Dans ce domaine, c'est à Puerto del Rosario qu'il faudra se rendre. Inauguré sur l'avenida maritima, son parc de sculptures à ciel ouvert s'enrichit chaque automne de nouvelles oeuvres sélectionnées lors du festival annuel qui lui est dédié, le Simposio Internacional de Escultura. Et désormais, de nouveaux matériaux sont imposés aux participants tels que la pierre de Betancuria ou le bois d'Iroko. Aujourd'hui, ce parc comprend plus de 100 sculptures permettant par exemple de découvrir les Caracolas (coquilles) du paseo maritime ou la statue de Miguel de Unamuno, à quelques pas de la maison où il fut exilé à Fuerteventura, de mars à juillet 1924. Mais c'est à quelques kilomètres de Tindaya qu'il faudra aller pour voir une autre statue d'Unamuno, trônant au pied de la Montaña Quemada.

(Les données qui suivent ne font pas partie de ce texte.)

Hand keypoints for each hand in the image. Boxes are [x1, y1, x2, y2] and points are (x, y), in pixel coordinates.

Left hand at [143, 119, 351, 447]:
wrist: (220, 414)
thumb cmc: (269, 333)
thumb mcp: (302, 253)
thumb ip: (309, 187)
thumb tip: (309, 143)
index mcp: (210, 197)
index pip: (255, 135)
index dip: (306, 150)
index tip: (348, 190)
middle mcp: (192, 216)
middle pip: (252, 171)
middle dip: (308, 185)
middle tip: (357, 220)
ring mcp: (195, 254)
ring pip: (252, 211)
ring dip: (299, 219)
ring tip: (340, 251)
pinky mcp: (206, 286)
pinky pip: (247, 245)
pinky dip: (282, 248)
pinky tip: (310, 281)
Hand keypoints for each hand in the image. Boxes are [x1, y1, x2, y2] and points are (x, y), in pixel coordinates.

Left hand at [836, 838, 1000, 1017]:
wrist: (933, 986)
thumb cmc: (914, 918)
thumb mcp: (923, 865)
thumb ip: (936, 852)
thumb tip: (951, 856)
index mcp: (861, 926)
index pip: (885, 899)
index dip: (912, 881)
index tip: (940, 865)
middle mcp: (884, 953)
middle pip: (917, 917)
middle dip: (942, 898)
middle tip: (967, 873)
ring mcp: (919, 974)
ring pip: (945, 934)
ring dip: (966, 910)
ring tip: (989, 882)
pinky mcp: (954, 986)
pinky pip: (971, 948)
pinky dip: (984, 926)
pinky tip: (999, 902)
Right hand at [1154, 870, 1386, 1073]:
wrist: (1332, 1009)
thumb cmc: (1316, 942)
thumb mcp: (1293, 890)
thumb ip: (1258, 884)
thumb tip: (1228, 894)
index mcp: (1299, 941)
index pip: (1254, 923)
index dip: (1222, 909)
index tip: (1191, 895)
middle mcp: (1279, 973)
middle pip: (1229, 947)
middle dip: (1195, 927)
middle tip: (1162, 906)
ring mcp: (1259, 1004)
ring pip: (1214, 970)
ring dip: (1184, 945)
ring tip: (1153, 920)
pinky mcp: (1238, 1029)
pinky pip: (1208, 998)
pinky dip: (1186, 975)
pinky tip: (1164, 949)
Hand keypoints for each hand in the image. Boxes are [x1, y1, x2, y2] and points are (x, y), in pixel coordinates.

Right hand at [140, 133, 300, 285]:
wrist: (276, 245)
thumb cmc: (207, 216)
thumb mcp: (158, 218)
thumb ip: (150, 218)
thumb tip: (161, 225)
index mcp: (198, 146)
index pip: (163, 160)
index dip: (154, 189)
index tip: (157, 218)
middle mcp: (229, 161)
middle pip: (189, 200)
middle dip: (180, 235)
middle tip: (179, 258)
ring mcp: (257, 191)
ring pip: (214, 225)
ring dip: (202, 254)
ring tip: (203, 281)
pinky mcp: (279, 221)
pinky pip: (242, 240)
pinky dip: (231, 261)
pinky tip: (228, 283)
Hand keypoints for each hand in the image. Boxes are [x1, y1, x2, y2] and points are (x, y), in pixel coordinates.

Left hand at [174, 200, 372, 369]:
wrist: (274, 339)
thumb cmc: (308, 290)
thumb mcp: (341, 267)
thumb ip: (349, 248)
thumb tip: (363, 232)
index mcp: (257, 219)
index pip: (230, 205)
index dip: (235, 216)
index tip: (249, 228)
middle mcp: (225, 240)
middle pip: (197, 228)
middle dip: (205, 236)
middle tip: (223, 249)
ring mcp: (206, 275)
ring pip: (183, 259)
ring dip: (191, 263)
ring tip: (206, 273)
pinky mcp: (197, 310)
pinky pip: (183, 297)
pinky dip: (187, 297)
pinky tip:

Manuel González Méndez : le pinceau canarien le plus français

Né à La Palma en 1843 et mort à Barcelone en 1909, cet artiste peintre eut droit aux plus grands honneurs de la République française en recevant la Légion d'honneur. Une distinction d'exception à l'époque où elle était synonyme d'excellence et de mérite, et qui n'était accordée aux étrangers qu'à titre exceptionnel. Originaire de l'île de La Palma, et plus précisément de Santa Cruz de la Palma, Manuel González Méndez commença par exposer en 1875 à Paris et ne cessa d'y produire, recevant même une distinction lors de l'Exposition universelle de 1900 se déroulant dans la capitale. Comblé de gloire, il deviendra membre de l'Académie des beaux-arts et rentrera aux Canaries pour y accomplir diverses commandes privées et publiques. C'est sur le chemin le ramenant à Paris qu'il s'éteindra à Barcelone.